Written by Hendrik Wagenaar

It is no exaggeration to say that the ideological movement to eradicate prostitution from society is once again in the ascendency. In most European countries, as well as the USA, prohibitionism is now the dominant voice in the societal debate about prostitution. However, prohibitionism is a deeply misguided, and, in its implications, dangerous ideology which ignores the real gender problems in society and the structural exploitation of migrant workers in the low-end labor market.

The prohibitionist argument is familiar: sex workers are victims

The prohibitionist argument is familiar: sex workers are victims, if not of organised crime, then of the structural (sexual) subjugation that characterises a deeply patriarchal society. The large majority of women in prostitution are coerced; visiting a sex worker amounts to nothing less than rape. It offends every well-thinking citizen to see women display themselves and ‘sell their body’ to sex-addicted punters. Prostitution is simply offensive, and even one act of prostitution debases the whole of womankind.

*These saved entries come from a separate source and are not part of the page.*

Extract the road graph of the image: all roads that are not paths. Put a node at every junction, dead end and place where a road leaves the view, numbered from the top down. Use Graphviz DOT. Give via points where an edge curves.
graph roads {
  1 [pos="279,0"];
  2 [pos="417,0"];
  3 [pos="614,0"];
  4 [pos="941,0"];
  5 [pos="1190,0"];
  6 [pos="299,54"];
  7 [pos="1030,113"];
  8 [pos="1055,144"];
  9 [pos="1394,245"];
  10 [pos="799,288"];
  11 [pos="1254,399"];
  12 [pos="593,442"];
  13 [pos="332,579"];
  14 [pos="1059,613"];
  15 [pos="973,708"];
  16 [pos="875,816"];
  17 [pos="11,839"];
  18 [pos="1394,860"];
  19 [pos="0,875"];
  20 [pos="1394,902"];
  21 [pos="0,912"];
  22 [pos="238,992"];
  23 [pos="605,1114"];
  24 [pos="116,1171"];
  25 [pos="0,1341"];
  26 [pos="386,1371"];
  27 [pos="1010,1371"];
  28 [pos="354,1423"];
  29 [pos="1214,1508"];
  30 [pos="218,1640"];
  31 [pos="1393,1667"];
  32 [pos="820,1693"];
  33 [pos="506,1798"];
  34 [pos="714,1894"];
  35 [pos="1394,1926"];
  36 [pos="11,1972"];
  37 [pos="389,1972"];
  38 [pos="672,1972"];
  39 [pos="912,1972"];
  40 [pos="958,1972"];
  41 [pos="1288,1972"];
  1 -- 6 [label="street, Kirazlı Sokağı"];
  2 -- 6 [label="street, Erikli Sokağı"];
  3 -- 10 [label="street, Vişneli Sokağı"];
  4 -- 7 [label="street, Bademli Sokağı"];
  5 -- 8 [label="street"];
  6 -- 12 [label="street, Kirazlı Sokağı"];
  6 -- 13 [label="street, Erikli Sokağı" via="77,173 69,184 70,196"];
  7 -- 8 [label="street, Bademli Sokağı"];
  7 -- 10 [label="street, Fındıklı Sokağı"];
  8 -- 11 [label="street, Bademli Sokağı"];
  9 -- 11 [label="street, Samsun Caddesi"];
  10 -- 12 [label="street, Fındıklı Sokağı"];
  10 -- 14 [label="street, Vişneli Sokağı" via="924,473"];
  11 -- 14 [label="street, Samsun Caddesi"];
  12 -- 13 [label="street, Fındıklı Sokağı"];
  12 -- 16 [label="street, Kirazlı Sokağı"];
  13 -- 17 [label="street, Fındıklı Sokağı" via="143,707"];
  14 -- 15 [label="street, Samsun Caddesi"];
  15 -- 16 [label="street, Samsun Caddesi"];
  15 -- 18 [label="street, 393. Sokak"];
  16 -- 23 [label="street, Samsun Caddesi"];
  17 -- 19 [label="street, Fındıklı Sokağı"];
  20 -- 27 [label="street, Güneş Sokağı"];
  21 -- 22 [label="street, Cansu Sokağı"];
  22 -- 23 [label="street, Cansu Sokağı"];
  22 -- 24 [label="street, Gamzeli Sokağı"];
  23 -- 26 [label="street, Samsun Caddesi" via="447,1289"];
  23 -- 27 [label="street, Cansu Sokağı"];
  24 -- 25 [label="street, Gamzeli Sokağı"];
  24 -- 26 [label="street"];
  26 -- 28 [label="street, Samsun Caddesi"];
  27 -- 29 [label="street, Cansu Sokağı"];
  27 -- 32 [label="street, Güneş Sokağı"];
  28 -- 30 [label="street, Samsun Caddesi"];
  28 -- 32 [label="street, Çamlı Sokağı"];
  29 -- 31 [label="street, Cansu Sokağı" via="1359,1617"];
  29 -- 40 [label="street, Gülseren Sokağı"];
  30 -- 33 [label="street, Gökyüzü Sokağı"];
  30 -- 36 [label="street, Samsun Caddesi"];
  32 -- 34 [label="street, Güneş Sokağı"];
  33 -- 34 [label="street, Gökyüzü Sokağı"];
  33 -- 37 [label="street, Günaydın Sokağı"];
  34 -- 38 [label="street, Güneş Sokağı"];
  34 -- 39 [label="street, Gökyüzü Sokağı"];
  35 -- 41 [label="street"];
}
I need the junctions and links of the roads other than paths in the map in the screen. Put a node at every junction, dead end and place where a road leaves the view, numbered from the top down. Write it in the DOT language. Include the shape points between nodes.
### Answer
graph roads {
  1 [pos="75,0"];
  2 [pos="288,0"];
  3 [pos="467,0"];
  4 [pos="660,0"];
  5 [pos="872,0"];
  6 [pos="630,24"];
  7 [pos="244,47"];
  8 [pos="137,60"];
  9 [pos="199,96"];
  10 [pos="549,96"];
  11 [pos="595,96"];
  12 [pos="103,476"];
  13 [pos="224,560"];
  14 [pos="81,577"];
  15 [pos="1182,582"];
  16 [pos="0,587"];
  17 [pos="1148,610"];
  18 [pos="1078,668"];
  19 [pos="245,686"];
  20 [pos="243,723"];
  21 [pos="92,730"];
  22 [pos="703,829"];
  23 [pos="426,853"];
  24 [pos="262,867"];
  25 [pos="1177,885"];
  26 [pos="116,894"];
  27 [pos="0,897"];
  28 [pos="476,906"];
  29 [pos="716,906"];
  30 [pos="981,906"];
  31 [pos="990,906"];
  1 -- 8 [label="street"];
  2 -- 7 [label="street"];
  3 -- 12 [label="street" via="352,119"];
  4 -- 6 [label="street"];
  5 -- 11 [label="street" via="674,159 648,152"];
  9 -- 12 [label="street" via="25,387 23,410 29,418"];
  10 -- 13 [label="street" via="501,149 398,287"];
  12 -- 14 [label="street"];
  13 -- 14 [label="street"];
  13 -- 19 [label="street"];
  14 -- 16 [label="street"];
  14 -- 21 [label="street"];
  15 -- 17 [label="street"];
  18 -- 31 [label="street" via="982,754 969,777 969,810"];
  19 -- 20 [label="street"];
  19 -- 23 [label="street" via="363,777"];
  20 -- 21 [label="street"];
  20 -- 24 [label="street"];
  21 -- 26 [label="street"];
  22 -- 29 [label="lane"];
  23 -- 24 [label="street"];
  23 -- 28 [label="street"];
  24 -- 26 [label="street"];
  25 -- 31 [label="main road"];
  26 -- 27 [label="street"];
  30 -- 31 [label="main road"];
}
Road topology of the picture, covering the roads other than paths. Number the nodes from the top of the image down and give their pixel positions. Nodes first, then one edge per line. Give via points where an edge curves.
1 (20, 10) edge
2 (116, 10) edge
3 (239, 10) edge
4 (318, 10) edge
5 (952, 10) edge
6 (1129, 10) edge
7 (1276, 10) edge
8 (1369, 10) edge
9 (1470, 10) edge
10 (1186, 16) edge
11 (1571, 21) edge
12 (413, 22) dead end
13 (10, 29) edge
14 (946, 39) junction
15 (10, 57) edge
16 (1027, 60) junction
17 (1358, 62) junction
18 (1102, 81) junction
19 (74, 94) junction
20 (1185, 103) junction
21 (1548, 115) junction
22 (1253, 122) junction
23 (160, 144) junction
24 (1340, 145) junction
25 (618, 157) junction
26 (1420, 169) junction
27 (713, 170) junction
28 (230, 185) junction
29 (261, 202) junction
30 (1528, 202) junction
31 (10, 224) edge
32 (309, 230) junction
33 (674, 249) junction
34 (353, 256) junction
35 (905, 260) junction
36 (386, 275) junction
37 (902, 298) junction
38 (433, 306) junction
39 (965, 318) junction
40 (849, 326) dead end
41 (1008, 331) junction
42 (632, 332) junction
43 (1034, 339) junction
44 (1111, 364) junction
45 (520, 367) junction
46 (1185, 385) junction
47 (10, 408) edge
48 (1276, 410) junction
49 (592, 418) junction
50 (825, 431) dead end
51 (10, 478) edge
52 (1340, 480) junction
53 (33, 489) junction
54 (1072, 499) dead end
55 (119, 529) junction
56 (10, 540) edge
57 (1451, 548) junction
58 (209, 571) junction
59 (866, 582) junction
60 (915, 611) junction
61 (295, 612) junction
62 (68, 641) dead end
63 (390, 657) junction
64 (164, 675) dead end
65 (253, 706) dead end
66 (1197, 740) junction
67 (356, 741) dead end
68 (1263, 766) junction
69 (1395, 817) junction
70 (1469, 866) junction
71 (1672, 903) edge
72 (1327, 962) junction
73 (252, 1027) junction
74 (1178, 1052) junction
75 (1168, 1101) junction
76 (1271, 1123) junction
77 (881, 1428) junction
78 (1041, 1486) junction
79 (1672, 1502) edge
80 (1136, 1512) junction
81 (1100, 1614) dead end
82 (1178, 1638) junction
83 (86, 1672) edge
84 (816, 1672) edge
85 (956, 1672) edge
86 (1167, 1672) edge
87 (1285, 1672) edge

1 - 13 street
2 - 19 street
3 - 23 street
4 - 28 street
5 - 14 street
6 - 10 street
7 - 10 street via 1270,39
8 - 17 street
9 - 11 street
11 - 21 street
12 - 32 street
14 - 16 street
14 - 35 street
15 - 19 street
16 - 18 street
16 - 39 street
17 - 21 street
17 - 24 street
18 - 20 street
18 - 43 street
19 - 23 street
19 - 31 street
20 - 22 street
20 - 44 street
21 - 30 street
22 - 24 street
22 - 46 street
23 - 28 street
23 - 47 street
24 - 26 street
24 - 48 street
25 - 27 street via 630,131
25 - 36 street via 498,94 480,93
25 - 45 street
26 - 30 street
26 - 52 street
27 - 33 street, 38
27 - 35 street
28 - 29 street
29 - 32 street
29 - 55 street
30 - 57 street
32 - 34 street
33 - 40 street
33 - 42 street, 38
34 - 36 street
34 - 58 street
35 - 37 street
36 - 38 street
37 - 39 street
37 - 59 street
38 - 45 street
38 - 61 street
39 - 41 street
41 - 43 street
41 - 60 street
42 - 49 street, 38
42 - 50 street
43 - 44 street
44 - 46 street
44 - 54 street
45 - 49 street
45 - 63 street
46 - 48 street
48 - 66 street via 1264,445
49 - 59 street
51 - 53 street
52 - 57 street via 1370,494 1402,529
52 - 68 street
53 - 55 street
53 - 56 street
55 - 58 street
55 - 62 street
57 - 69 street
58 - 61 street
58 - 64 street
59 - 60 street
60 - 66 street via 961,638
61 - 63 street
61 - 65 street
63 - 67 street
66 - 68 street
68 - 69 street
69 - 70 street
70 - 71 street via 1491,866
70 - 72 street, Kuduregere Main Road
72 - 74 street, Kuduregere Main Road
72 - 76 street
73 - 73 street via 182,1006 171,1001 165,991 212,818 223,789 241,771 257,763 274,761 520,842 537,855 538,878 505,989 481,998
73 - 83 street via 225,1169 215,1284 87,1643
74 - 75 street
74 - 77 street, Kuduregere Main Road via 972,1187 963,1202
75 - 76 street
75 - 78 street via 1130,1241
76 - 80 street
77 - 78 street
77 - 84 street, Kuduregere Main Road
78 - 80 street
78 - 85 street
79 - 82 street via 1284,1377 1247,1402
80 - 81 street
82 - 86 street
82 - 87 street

Many subscribe to the morally attractive measure to criminalise the client. In this way demand will dry up and the sex market will fizzle out. A wide and expanding array of political forces subscribes to this ideological position: Christian-Democrats, the Christian and Evangelical right, radical feminists and, in many countries, Social Democrats and the hard Left.

Gender inequality and sexual harassment at the workplace are depressingly common in Western democracies, as the #MeToo and equal pay movements testify

At first blush these are compelling arguments. Gender inequality and sexual harassment at the workplace are depressingly common in Western democracies, as the #MeToo and equal pay movements testify. Yet, without diminishing these all too real problems, I argue that the prohibitionist ideologies are wrong on the facts and that their stance and tactics have disturbing implications that transcend the relatively limited domain of prostitution.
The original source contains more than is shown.